Mail Archives: djgpp-workers/2000/03/15/09:27:55
On Wed, 15 Mar 2000, Dieter Buerssner wrote:
> Let me add, that when I am not totally mistaken, there can be no
> unnormals for type double (or float), because these types have and
> implicit set bit msb for the mantissa. This is not true for type long
> double.
That's correct: we only print Unnormal for an argument of type long
double.
> When you printf a NaN that was procuced by a sqrt domain error,
> it might print "nan(sqrt)". This, at least is my interpretation.
Can you tell on what this interpretation is based, or point to other
platforms which do something similar? I cannot find anything in the
Standard's language that would hint on what those n-chars could be.
> Perhaps, it would be preferable, to print "nan(unnormal)" for the
> unnormal case, to be std conform.
Since I don't understand this aspect of the standard, it is not clear to
me whether this would or would not be compliant.

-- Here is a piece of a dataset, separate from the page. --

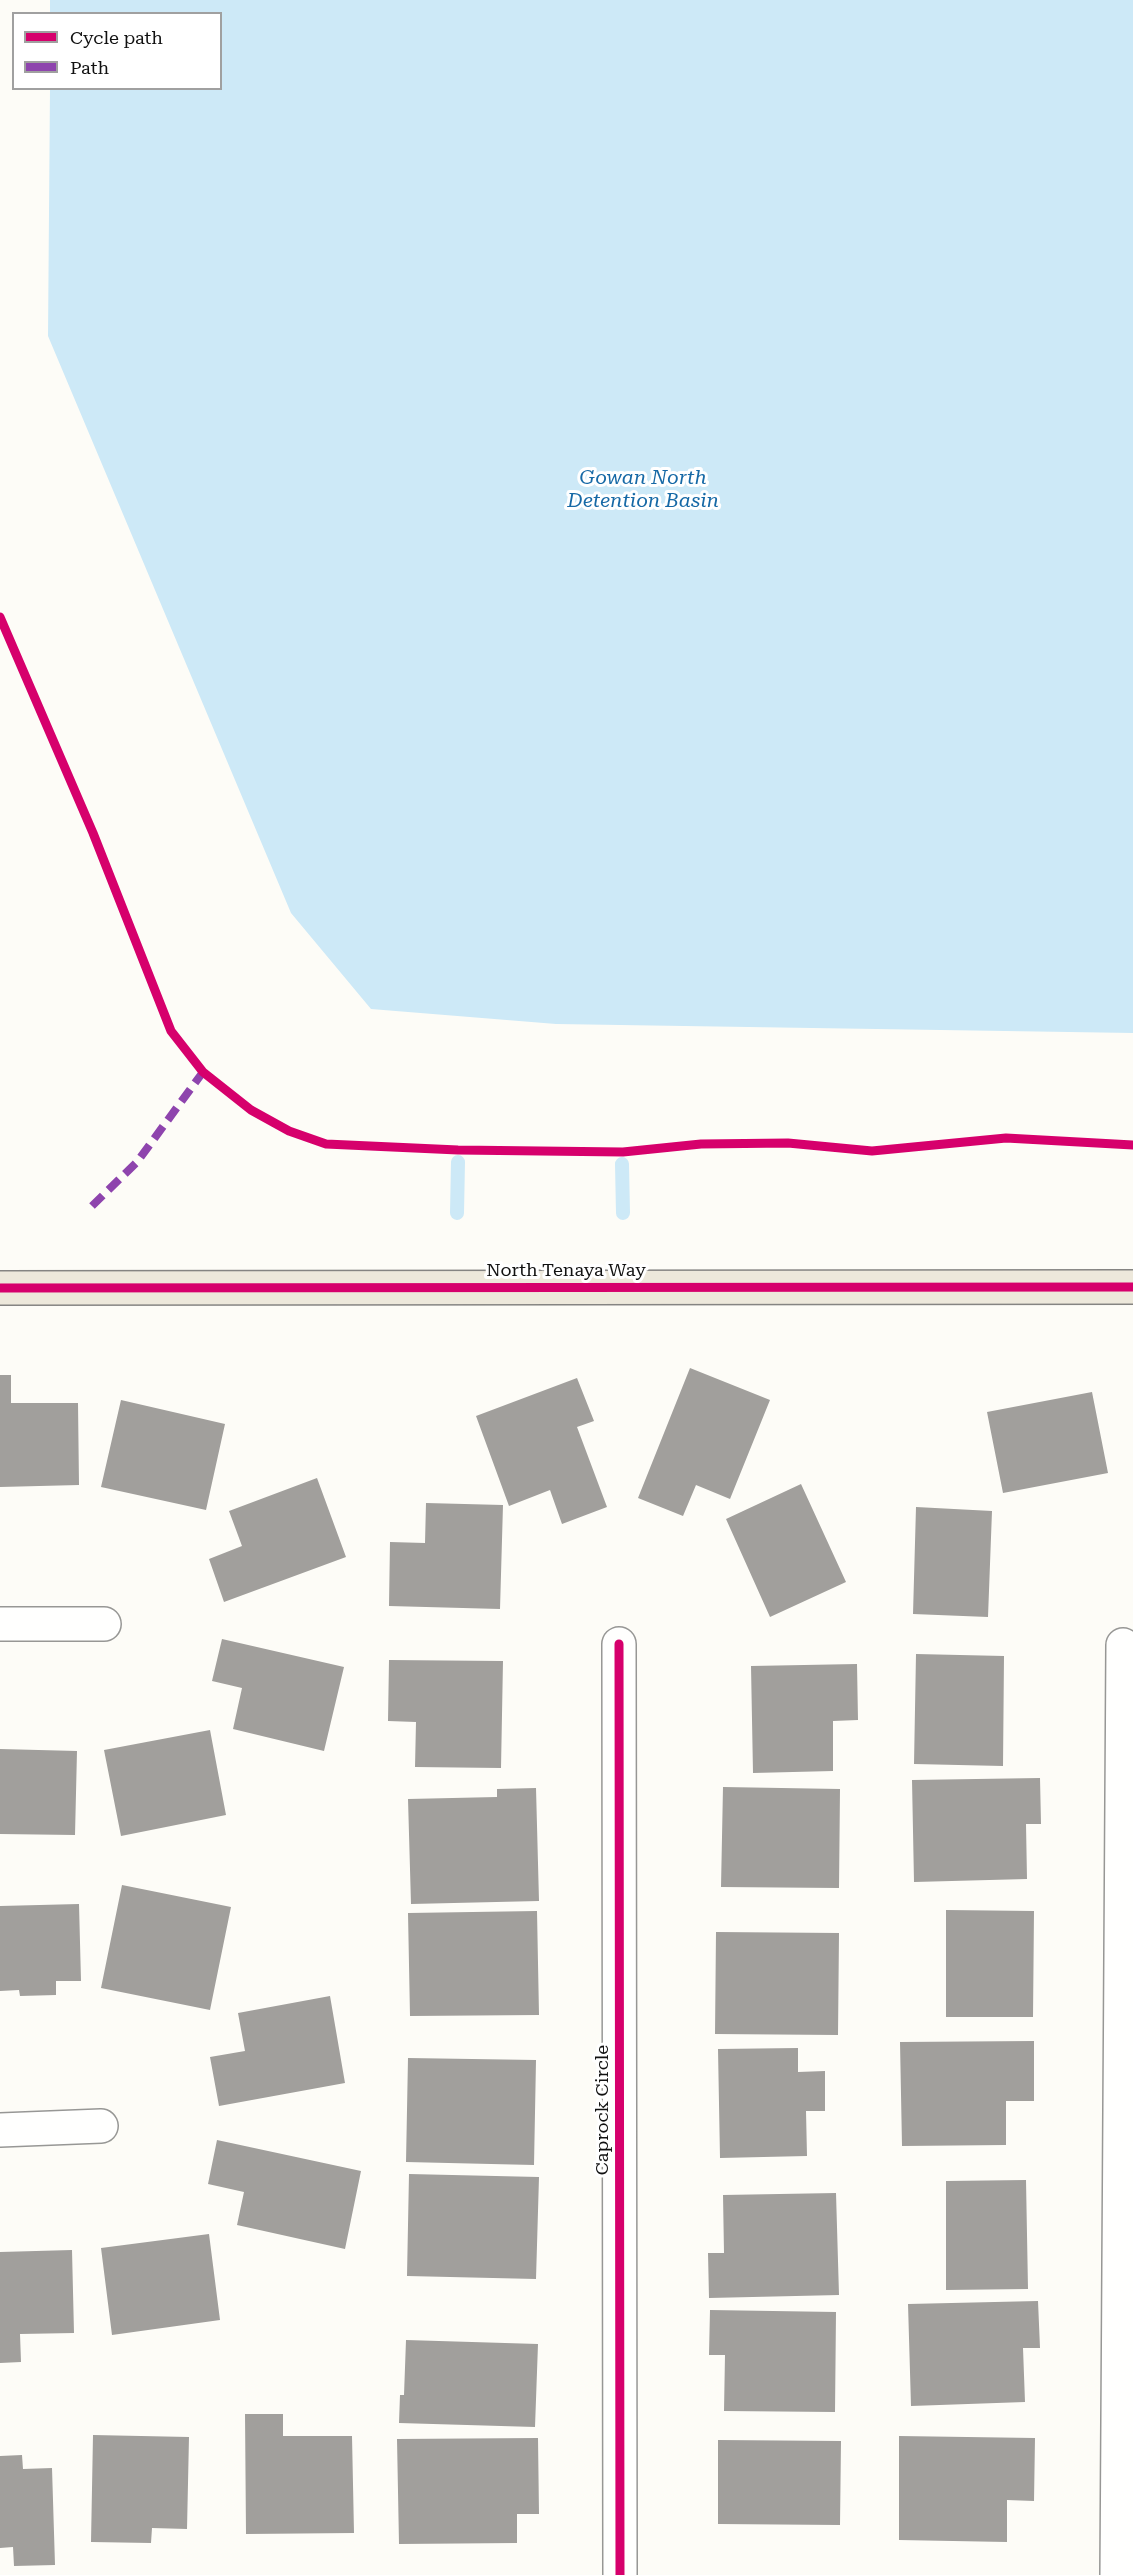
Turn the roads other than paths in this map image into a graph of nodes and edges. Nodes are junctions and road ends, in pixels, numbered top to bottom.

Please note that we also print "(null)" for a NULL pointer, IIRC because
this invokes an undefined behavior, where all bets are off. If the
standard says that passing an invalid FP number also invokes undefined
behavior, what we do is compliant.
> Also, when reading the printf chapter in the C99 draft, (especially
> what Martin has cited) it is clear that the kludge, to suppress the
> sign of the NaN (I added this years ago, when I sent a patch for
> support of long double) is clearly wrong. I did not have any standard
> at that time, and tried to mimic other C implementations, that did
> not print the sign of the NaN.
Did you check the latest library? AFAIK, it doesn't suppress the sign of
a NaN anymore, at least not in all cases.
> I have written some code for accurate bin <-> dec conversion for
> djgpp1x. I had no net access at that time. I didn't merge the patches
> with the newer library. When you are interested, let me know.
If you can make them consistent with the latest version of doprnt.c, I
suggest to post the diffs against the current sources here.